State v. White
2017 Ohio 8087
| Ohio Ct. App. | 2017Background
- Appellant Silvon White was indicted for second-degree felonies: possession and trafficking of heroin after a motor-vehicle crash on Aug. 5, 2015; a packaged substance later tested as heroin (≈49.315g) was recovered near the rental van.
- Troopers questioned driver Anthony Mays, passenger Amber Adkins (both later pled guilty), and White; Mays and Adkins said White (known as "Fifty") arrived from Detroit and gave Adkins the drugs to "hold" and told her to "stuff it."
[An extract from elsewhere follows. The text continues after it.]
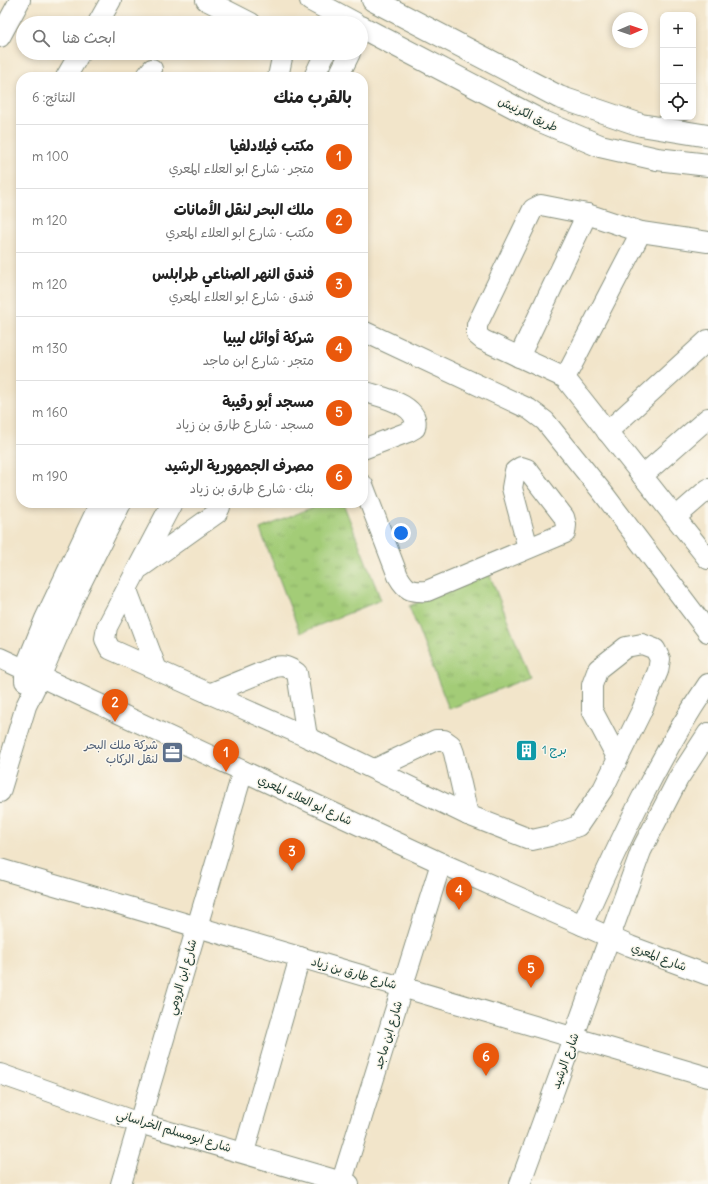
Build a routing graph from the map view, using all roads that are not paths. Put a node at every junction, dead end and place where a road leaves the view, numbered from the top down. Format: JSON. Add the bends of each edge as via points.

- Adkins testified White gave her the heroin and instructed her to conceal it in her body; she said she could not fully "stuff" the package because of its size but had the package on her person during the trip.
- Trooper recordings and witness statements at the scene corroborated the account that White directed Adkins to carry the drugs; White made statements denying ownership and told Adkins not to speak in the patrol car.
- The lab criminalist testified the recovered substance contained heroin weighing 49.315 grams (± .012g).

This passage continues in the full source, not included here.